Enriching irrelevant data points
Every enrichment field adds API calls, operations cost, and scenario complexity. If a data point doesn’t connect to a campaign decision — a segmentation branch, a personalization token, or a routing tag — remove it. The MarTech 1-10-100 rule (Labovitz and Chang) establishes that preventing bad data costs a fraction of what it costs to fix or work around it later; the same logic applies to unnecessary data that clutters your Keap records and complicates your campaign logic.
Skipping re-enrichment scheduling
A contact enriched today may hold a different role in six months. Build a separate Make.com™ scenario on a 90-day schedule that queries Keap for contacts tagged “Enrich: Complete” with an Enrich_Timestamp older than 90 days, clears the enrichment status tag, and runs them through the enrichment scenario again. This keeps your pipeline data current without any manual intervention. The guide on eliminating manual data entry by syncing Keap contacts with Make.com™ covers the broader contact sync architecture this re-enrichment schedule sits within.
What Comes Next
A functioning enrichment workflow is the foundation — not the finish line. Once Keap contact records contain verified, structured data, your campaign builder can do work that generic automation platforms can’t: branch by seniority, personalize by company profile, route by job function, and time outreach based on pipeline stage signal rather than arbitrary follow-up intervals.

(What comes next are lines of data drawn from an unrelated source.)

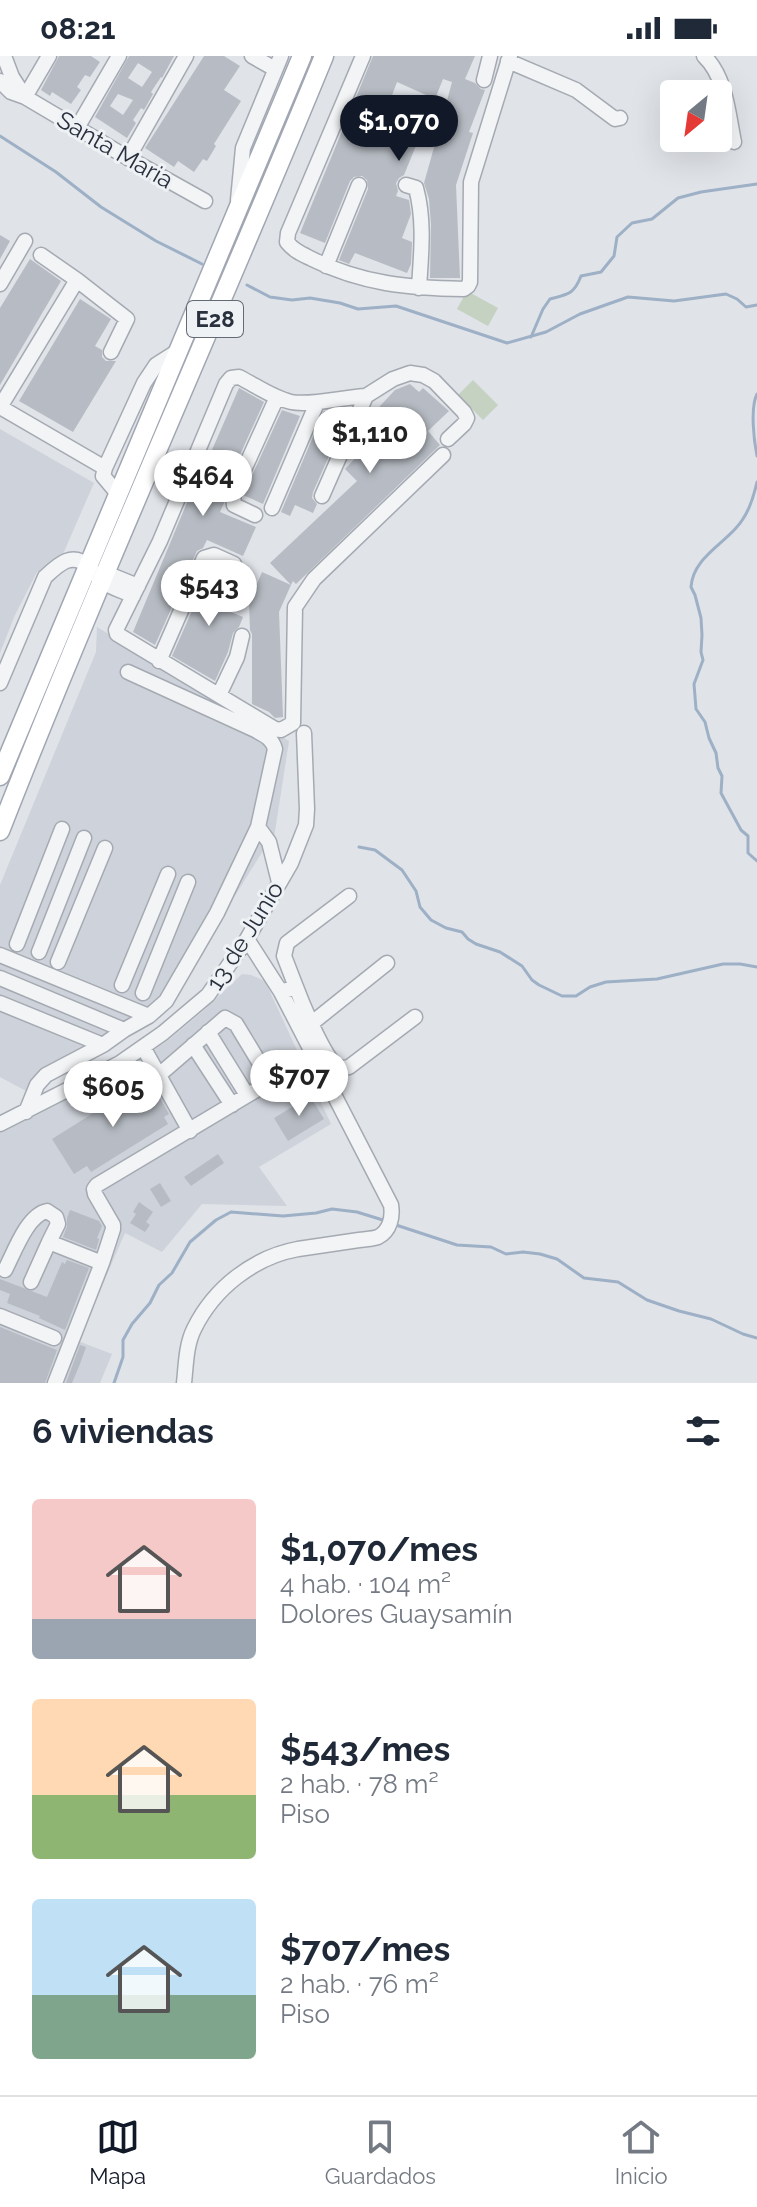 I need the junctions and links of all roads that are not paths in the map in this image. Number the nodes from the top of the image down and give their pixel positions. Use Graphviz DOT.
graph roads {
  1 [pos="4,56"];
  2 [pos="49,56"];
  3 [pos="119,56"];
  4 [pos="186,56"];
  5 [pos="252,56"];
  6 [pos="302,56"];
  7 [pos="324,56"];
  8 [pos="363,56"];
  9 [pos="490,56"];
  10 [pos="704,56"];
  11 [pos="509,58"];
  12 [pos="278,63"];
  13 [pos="484,80"];
  14 [pos="0,81"];
  15 [pos="25,97"];
  16 [pos="620,118"];
  17 [pos="77,128"];
  18 [pos="734,142"];
  19 [pos="128,158"];
  20 [pos="359,185"];
  21 [pos="406,185"];
  22 [pos="205,201"];
  23 [pos="237,214"];
  24 [pos="25,241"];
  25 [pos="41,255"];
  26 [pos="326,266"];
  27 [pos="77,280"];
  28 [pos="0,284"];
  29 [pos="419,288"];
  30 [pos="178,351"];
  31 [pos="111,352"];
  32 [pos="366,396"];
  33 [pos="277,397"];
  34 [pos="317,403"];
  35 [pos="0,407"];
  36 [pos="448,439"];
  37 [pos="443,455"];
  38 [pos="105,468"];
  39 [pos="118,494"];
  40 [pos="322,496"];
  41 [pos="272,508"];
  42 [pos="255,515"];
  43 [pos="234,564"];
  44 [pos="87,565"];
  45 [pos="105,577"];
  46 [pos="136,591"];
  47 [pos="242,636"];
  48 [pos="159,661"];
  49 [pos="128,672"];
  50 [pos="0,683"];
  51 [pos="219,695"];
  52 [pos="304,733"];
  53 [pos="0,776"];
  54 [pos="258,827"];
  55 [pos="62,829"];
  56 [pos="0,831"];
  57 [pos="84,838"];
  58 [pos="105,848"];
  59 [pos="168,874"];
  60 [pos="188,882"];
  61 [pos="279,882"];
  62 [pos="349,896"];
  63 [pos="247,939"];
  64 [pos="17,944"];
  65 [pos="39,952"];
  66 [pos="0,955"];
  67 [pos="58,962"];
  68 [pos="387,963"];
  69 [pos="0,978"];
  70 [pos="122,985"];
  71 [pos="296,987"];
  72 [pos="281,992"];
  73 [pos="143,993"];
  74 [pos="0,1003"];
  75 [pos="149,1016"];
  76 [pos="415,1017"];
  77 [pos="312,1023"];
  78 [pos="124,1030"];
  79 [pos="208,1032"];
  80 [pos="103,1045"];
  81 [pos="193,1045"];
  82 [pos="143,1047"];
  83 [pos="159,1075"];
  84 [pos="247,1095"];
  85 [pos="232,1105"];
  86 [pos="26,1112"];
  87 [pos="0,1124"];
  88 [pos="190,1131"];
  89 [pos="49,1242"];
  90 [pos="102,1263"];
  91 [pos="5,1270"];
  92 [pos="31,1282"];
  93 [pos="0,1316"];
  94 [pos="54,1338"];
  95 [pos="55,1383"];
  96 [pos="184,1383"];
  1 -- 15 [label="street"];
  2 -- 15 [label="street"];
  3 -- 17 [label="street"];
  4 -- 19 [label="street"];
  5 -- 12 [label="street"];
  6 -- 23 [label="main road, E28"];
  7 -- 45 [label="main road, E28"];
  8 -- 26 [label="street"];
  9 -- 13 [label="street"];
  10 -- 18 [label="street"];
  11 -- 16 [label="street"];
  11 -- 29 [label="street"];
  12 -- 23 [label="street"];
  14 -- 15 [label="street, Santa Maria"];
  15 -- 17 [label="street, Santa Maria"];
  17 -- 19 [label="street, Santa Maria"];
  19 -- 22 [label="street, Santa Maria"];
  20 -- 26 [label="street"];
  21 -- 29 [label="street"];
  23 -- 30 [label="main road, E28"];
  24 -- 28 [label="street"];
  25 -- 27 [label="street"];
  26 -- 29 [label="street"];
  27 -- 31 [label="street"];
  27 -- 35 [label="street"];
  30 -- 38 [label="street"];
  30 -- 39 [label="main road, E28"];
  32 -- 34 [label="street"];
  32 -- 36 [label="street"];
  32 -- 40 [label="street"];
  33 -- 34 [label="street"];
  33 -- 42 [label="street"];
  33 -- 46 [label="street"];
  34 -- 41 [label="street"];
  35 -- 38 [label="street"];
  37 -- 51 [label="street"];
  38 -- 39 [label="street"];
  39 -- 44 [label="main road, E28"];
  43 -- 48 [label="street"];
  44 -- 45 [label="street"];
  44 -- 50 [label="street"];
  44 -- 53 [label="main road, E28"];
  45 -- 46 [label="street"];
  45 -- 56 [label="main road, E28"];
  46 -- 48 [label="street"];
  47 -- 51 [label="street"];
  48 -- 51 [label="street"];
  49 -- 54 [label="street"];
  52 -- 61 [label="street, 13 de Junio"];
  54 -- 61 [label="street"];
  54 -- 75 [label="street"];
  55 -- 64 [label="street"];
  57 -- 65 [label="street"];
  58 -- 67 [label="street"];
  59 -- 70 [label="street"];
  60 -- 73 [label="street"];
  61 -- 63 [label="street, 13 de Junio"];
  62 -- 71 [label="street"];
  63 -- 72 [label="street"];
  63 -- 82 [label="street, 13 de Junio"];
  66 -- 75 [label="street"];
  68 -- 77 [label="street"];
  69 -- 78 [label="street"];
  71 -- 72 [label="street"];
  71 -- 77 [label="street"];
  72 -- 96 [label="street"];
  74 -- 80 [label="street"];
  75 -- 78 [label="street"];
  76 -- 77 [label="street"];
  78 -- 80 [label="street"];
  79 -- 81 [label="street"];
  79 -- 84 [label="street"];
  79 -- 84 [label="street"];
  80 -- 86 [label="street"];
  81 -- 83 [label="street"];
  81 -- 85 [label="street"];
  82 -- 83 [label="street"];
  82 -- 86 [label="street, 13 de Junio"];
  83 -- 88 [label="street"];
  84 -- 85 [label="street"];
  85 -- 88 [label="street"];
  86 -- 87 [label="street, 13 de Junio"];
  88 -- 90 [label="street"];
  89 -- 90 [label="street"];
  89 -- 91 [label="street"];
  89 -- 92 [label="street"];
  90 -- 95 [label="street"];
  93 -- 94 [label="street"];
}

To measure whether the enrichment investment is producing the recruiting outcomes it should — reply rate lift, time-to-hire reduction, unsubscribe rate decline — see the guide on measuring Keap and Make.com™ metrics to prove automation ROI. For the specific Make.com™ modules that power the broader pipeline this enrichment workflow feeds into, see the list of essential Make.com™ modules for Keap recruitment automation.
The SHRM research on recruiting efficiency is consistent: the organizations that close candidates fastest are not the ones with the largest recruiting teams — they’re the ones whose systems know the most about each candidate at the earliest possible moment. This enrichment workflow is how you build that institutional knowledge at scale, automatically, before a single recruiter sends a single email.